In this study, the most prevalent causes of worries in pregnant women were having nobody in delivery ward, giving birth, and the possibility of something being wrong with the baby. Although, in private hospitals or big university hospitals in major cities in Iran, it is possible to have a woman in the labor room, there is one maternity hospital in Sabzevar and women are alone during the labor and delivery. In our study, baby’s health was the third important worry. In previous studies, worry that something might be wrong with the baby was the most important worry [3, 4, 6].

We translated the CWS into Farsi and validated it. Our scale consisted of 22 items while in previous studies the number of items reduced to 13 items [4, 7, 27]. This is due to the differences between the settings and environment in which Iranian and European mothers give birth. In addition, item 14 (giving up work) was not loaded on any factor. Since most employed women were on maternity leave at the time of sampling, the item “giving up work” was not suitable for them. This item was excluded in previous studies [4, 7, 27].

The revised item “whether your husband will be with you at the time of admission to labor” remained in the Farsi CWS scale, indicating that this is an important worry in Iranian pregnant women. Previous qualitative study in Iran showed that women were interested in having their husband during childbirth [43]. In Green et al.’s study, item “whether your partner will be with you for the birth” was removed from the scale due to low communality in the EFA [4].

In our study, baby gender and unplanned/unwanted pregnancy were expressed by a low percentage of women as a source of worry.
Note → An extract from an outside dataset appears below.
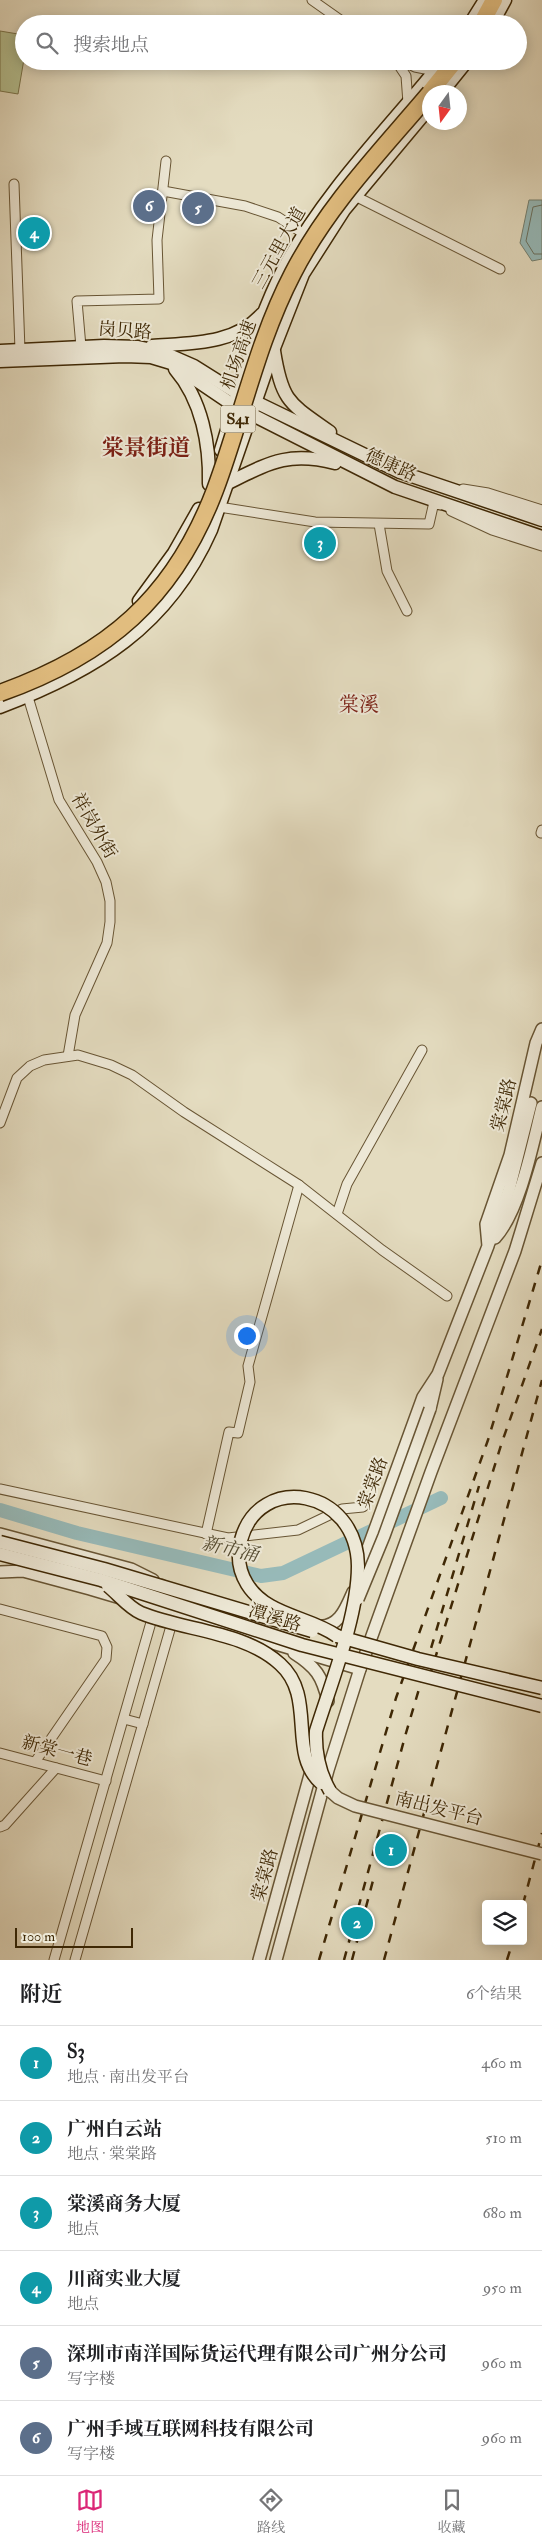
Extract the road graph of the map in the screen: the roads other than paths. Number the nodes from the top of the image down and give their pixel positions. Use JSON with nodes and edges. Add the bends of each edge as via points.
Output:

That might be due to the fact that the crises of fetal gender or unplanned/unwanted pregnancy are usually resolved till the third trimester of pregnancy [44]. Therefore, assessing the psychometric properties of the CWS on women in the first and second trimester of pregnancy would probably lead to somewhat different findings. We recommend that in future validation studies the scale in the first and second trimesters of pregnancy be examined.

4.1. Implications for Practice and Policy

The Farsi 22-item version CWS is a short, simple, and appropriate instrument for understanding women’s worries in the third trimester of pregnancy in Iran.
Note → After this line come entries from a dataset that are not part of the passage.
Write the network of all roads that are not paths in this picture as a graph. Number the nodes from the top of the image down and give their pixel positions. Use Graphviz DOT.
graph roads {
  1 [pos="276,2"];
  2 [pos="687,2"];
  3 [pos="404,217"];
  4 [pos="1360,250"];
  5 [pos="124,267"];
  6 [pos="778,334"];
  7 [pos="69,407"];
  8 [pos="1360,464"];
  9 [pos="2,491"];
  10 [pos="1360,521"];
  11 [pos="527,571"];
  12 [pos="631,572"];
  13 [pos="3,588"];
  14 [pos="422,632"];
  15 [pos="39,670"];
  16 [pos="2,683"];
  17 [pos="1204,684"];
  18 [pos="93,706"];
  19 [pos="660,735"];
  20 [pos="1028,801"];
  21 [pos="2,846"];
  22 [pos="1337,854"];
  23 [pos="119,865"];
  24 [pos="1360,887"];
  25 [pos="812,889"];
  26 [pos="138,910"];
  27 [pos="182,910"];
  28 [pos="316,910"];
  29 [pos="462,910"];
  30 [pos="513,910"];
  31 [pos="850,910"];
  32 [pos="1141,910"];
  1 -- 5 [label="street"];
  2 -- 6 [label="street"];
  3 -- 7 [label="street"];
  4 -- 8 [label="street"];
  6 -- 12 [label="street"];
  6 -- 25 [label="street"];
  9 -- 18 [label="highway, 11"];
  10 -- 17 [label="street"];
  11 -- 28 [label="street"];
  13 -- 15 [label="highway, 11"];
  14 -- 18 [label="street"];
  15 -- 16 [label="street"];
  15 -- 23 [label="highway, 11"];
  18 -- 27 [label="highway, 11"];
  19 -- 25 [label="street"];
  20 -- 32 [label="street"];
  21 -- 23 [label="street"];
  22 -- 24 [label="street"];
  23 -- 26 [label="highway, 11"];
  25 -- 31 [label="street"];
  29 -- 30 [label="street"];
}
4.2. Limitations and Strengths

The strength point of the study is its sample size that enabled us to split it for assessing the construct validity. The weak point of the study was that we limited our study to a specific trimester of pregnancy. Since the extent and content of worries may differ in the three trimesters of pregnancy, it may influence the results of the study leading to low level of worry expressed by women about baby gender and unwanted/unplanned pregnancy or highlighted women’s worry about giving birth.

4.3. Conclusion

The present study confirmed the content validity, reliability, and construct validity of the Farsi CWS. Results of this study indicated that the sociomedical items including not having someone in delivery ward, giving birth, and the possibility of something being wrong with the baby were the most prevalent causes of worry in pregnant women.

Ethical Approval

The Ethics Committee of the Sabzevar University of Medical Sciences approved the study protocol (ethics code: Medsab.ac. 38, 93). Permission to use the CWS was obtained from Professor Green. Women were informed that their participation was voluntary and their information would be kept confidential.

All women signed an informed consent form.

Competing Interests

The authors declare that no competing financial interests exist.

Funding

This work was financed by Sabzevar University of Medical Sciences.

Acknowledgments

The authors thank Professor Green for providing them with the original English Cambridge Worry Scale. They wish to thank all the members of the expert panel for sharing their ideas with them, midwives who collected the data, and pregnant women who participated in the study.